Petrologic characteristics of the upper mantle beneath island arcs

Abstract

The mantle wedge is an important locus for material recycling, magma generation, and fluid transportation from the slab, and should therefore be thoroughly examined to better understand these processes. Peridotite xenoliths transported to the surface by arc magmas, or by other magmas, may be representative of the upper part (lithosphere) of the mantle wedge. Fore-arc peridotites exposed on the seafloor also represent the uppermost part of the mantle wedge.
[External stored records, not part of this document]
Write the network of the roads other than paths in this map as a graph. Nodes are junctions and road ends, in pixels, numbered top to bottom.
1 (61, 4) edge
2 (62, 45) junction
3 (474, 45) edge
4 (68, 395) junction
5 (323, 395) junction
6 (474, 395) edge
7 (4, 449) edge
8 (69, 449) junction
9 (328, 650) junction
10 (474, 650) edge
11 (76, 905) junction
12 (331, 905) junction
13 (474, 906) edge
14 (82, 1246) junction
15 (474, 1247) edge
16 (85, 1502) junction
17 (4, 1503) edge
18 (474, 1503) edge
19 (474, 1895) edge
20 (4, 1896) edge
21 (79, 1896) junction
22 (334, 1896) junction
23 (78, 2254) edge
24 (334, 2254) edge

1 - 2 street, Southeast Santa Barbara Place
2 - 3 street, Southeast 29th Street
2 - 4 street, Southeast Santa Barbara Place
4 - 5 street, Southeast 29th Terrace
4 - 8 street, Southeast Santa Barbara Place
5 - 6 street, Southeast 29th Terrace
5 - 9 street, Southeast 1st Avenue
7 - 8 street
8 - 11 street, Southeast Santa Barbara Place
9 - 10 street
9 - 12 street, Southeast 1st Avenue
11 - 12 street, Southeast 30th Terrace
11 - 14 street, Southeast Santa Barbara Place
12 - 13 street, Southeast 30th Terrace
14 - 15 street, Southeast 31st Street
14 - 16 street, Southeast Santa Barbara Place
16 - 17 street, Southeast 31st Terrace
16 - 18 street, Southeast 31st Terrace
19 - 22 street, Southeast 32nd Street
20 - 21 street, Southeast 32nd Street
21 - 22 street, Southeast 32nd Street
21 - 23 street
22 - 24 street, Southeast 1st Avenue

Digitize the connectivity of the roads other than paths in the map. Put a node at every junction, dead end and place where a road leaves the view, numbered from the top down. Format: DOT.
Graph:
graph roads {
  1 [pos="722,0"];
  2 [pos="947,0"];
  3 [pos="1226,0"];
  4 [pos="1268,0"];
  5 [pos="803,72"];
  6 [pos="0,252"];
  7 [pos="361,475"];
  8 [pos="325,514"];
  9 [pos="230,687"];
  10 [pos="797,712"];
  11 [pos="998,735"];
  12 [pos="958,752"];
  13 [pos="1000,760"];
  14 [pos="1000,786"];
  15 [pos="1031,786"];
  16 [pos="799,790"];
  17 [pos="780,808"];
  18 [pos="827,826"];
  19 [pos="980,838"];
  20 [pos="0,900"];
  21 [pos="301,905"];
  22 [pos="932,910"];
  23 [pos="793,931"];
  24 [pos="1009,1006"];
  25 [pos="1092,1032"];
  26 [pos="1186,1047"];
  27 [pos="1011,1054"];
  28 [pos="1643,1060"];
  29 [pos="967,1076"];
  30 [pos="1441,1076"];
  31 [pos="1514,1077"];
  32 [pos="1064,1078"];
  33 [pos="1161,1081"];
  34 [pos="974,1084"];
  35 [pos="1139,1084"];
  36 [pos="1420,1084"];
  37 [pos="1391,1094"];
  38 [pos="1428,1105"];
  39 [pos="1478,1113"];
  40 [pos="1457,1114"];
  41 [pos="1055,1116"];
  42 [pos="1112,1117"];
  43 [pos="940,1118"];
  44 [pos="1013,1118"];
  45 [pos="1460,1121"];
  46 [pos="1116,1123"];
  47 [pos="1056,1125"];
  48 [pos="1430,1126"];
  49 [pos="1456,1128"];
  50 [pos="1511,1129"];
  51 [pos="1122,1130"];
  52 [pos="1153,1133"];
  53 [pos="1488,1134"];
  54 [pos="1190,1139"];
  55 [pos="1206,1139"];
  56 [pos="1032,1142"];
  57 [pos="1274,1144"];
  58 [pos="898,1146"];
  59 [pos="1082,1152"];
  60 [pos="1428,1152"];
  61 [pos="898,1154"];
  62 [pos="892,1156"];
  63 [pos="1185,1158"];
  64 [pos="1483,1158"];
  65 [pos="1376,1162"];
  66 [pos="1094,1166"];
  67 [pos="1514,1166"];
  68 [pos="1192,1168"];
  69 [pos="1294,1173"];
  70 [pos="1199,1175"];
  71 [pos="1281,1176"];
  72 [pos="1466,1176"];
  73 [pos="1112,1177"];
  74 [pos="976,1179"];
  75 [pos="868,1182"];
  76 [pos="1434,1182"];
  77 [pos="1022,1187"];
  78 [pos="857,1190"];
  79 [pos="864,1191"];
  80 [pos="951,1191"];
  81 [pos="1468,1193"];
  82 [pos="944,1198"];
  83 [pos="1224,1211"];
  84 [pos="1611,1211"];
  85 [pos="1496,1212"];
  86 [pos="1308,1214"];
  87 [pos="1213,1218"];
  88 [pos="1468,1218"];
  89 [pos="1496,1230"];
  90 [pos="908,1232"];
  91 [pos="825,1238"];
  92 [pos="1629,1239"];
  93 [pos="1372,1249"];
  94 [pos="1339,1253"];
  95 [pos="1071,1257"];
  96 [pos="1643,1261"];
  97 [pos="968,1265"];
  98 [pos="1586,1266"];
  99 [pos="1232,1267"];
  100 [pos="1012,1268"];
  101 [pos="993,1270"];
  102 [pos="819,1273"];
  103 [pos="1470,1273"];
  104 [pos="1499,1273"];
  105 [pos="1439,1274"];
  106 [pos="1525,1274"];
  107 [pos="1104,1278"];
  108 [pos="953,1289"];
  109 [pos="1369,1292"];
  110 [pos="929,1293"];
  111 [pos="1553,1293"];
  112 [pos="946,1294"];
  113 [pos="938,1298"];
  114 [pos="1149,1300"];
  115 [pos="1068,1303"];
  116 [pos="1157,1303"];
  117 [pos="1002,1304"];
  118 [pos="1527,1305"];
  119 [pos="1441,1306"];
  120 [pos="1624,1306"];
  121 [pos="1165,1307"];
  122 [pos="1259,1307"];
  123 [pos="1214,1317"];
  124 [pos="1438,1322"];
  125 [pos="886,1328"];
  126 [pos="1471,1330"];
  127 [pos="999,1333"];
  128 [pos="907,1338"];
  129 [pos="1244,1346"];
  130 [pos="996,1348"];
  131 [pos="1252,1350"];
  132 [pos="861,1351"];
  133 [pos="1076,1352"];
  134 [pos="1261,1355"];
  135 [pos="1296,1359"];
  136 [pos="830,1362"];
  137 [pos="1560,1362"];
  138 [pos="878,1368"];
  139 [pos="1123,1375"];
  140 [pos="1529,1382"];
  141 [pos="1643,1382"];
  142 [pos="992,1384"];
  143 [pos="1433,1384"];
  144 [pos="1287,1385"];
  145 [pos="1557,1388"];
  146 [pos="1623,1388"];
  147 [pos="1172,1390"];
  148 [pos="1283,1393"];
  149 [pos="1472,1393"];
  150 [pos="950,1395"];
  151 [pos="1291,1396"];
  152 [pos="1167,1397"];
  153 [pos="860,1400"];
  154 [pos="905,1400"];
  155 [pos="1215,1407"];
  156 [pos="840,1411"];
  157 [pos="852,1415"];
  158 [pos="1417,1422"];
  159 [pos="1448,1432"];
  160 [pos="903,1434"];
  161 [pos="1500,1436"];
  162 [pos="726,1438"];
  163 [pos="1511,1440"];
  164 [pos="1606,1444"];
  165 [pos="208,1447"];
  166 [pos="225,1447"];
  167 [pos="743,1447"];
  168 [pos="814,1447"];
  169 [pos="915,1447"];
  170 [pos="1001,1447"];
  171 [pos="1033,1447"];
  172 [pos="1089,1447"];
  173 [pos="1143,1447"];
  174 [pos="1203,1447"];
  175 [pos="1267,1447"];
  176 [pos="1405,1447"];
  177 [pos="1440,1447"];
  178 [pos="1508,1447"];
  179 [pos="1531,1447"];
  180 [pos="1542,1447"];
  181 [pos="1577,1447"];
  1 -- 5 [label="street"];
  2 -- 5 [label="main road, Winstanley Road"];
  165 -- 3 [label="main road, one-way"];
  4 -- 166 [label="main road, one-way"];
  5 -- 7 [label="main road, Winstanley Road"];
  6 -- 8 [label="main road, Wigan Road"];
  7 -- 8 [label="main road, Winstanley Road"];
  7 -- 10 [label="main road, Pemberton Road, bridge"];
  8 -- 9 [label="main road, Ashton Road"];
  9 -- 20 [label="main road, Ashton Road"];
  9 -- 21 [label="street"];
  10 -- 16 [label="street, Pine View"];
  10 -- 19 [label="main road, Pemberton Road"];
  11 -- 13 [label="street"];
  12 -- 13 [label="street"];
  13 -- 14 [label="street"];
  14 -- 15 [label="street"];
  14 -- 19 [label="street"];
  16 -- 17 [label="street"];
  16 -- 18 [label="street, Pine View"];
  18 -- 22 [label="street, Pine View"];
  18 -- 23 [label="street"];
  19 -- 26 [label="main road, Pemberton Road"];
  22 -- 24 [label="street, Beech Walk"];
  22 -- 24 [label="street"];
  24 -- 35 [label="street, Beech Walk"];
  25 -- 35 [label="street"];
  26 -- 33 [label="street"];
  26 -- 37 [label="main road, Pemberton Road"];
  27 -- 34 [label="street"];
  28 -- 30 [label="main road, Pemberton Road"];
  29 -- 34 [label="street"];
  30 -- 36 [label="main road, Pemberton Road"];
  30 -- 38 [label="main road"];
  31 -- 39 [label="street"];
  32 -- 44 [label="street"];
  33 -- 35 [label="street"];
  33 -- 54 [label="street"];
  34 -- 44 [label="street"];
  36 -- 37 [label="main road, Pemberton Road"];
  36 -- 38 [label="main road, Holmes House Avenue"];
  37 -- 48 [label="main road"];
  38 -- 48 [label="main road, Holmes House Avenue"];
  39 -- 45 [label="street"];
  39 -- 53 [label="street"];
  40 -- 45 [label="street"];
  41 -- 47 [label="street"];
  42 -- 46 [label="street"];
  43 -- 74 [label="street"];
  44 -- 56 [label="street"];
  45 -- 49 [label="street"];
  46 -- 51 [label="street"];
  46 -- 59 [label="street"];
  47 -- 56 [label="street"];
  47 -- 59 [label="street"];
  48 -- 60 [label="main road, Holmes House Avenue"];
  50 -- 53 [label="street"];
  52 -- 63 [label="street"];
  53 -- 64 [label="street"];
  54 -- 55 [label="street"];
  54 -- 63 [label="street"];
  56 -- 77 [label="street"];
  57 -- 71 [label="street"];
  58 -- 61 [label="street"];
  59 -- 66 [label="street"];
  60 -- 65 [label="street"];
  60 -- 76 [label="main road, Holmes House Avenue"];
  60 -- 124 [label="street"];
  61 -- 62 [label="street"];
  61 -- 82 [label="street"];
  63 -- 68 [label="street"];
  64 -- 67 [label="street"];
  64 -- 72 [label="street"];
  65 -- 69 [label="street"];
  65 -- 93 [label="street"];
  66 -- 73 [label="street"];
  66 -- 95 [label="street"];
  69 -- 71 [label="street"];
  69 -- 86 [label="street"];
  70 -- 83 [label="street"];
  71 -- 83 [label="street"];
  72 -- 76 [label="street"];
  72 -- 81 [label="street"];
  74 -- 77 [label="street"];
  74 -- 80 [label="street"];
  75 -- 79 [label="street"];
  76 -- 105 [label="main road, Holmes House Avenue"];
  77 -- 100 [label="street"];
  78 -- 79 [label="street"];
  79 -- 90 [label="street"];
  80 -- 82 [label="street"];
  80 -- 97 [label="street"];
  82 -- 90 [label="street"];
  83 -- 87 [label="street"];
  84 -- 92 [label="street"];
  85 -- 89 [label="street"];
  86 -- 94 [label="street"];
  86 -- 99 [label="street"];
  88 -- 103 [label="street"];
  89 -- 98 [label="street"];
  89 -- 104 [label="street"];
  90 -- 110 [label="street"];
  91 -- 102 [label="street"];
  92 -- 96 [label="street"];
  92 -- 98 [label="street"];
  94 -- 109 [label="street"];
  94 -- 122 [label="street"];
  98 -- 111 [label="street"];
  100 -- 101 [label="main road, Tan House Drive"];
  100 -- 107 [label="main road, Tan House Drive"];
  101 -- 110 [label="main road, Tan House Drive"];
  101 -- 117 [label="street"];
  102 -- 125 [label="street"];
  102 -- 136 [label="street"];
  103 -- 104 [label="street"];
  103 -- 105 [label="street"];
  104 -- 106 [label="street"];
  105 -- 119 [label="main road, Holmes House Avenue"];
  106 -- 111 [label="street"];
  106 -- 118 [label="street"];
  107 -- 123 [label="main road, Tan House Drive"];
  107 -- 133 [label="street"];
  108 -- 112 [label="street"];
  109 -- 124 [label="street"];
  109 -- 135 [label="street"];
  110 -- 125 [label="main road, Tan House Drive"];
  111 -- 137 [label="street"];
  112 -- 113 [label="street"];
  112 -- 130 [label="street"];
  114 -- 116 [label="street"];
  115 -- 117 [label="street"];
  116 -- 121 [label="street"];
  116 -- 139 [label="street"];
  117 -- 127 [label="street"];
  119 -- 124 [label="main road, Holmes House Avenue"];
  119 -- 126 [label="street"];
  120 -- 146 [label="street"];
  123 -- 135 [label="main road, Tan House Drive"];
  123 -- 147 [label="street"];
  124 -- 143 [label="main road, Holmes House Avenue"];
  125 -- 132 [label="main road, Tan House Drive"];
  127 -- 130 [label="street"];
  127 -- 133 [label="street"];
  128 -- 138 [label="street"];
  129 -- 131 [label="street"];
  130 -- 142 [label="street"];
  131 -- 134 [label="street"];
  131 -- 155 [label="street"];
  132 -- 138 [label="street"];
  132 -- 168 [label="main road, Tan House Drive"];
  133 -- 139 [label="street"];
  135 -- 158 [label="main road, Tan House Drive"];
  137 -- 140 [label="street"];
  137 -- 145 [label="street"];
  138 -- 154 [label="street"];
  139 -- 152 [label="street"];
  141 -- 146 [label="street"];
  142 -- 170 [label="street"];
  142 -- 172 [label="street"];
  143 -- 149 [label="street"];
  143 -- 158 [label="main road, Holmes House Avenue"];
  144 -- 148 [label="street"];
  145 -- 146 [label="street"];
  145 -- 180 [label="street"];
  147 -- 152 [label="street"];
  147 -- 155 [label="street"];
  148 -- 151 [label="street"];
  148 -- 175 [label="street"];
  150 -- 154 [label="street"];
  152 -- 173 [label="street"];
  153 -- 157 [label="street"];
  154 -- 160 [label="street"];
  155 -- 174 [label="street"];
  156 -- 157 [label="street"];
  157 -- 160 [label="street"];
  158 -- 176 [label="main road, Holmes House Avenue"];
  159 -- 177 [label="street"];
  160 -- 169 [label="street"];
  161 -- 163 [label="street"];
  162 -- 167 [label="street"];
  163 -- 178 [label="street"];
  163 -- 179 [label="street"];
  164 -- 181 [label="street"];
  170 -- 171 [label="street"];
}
We summarize their modal composition, mineral chemistry, equilibrium temperature, and redox state, and discuss the implications for mantle-wedge processes. The arc peridotites are thought to derive mainly from the spinel to plagioclase-peridotite stability fields. They are varied in character, depending on their history as well as the tectonic setting (e.g., fore-arc, volcanic front, and back-arc) of their source regions. Some arc peridotites, especially those from the fore-arc to the volcanic front, are harzburgites and contain high-Mg olivine and high-Cr spinel, with high degrees of partial melting. They also show metasomatism, silica enrichment (i.e., formation of secondary orthopyroxene at the expense of olivine), and hydration (i.e., precipitation of Ca-amphiboles and/or phlogopites). The presence of tremolite, which is indicative of low temperatures and/or depleted (Al-poor) chemistry, is characteristic of sub-arc mantle peridotites. The equilibrium temperature is relatively low (＜1100℃) with the exception of the Noyamadake peridotites, SW Japan arc, which are characterized by high temperatures (～1200℃). Some peridotites from the Western Pacific show high oxygen fugacities relative to abyssal peridotite (although a few peridotites show relatively low oxygen fugacities or contain secondary veins composed of highly reduced minerals such as metals and alloys). This indicates the importance of local reducing agents in the mantle wedge.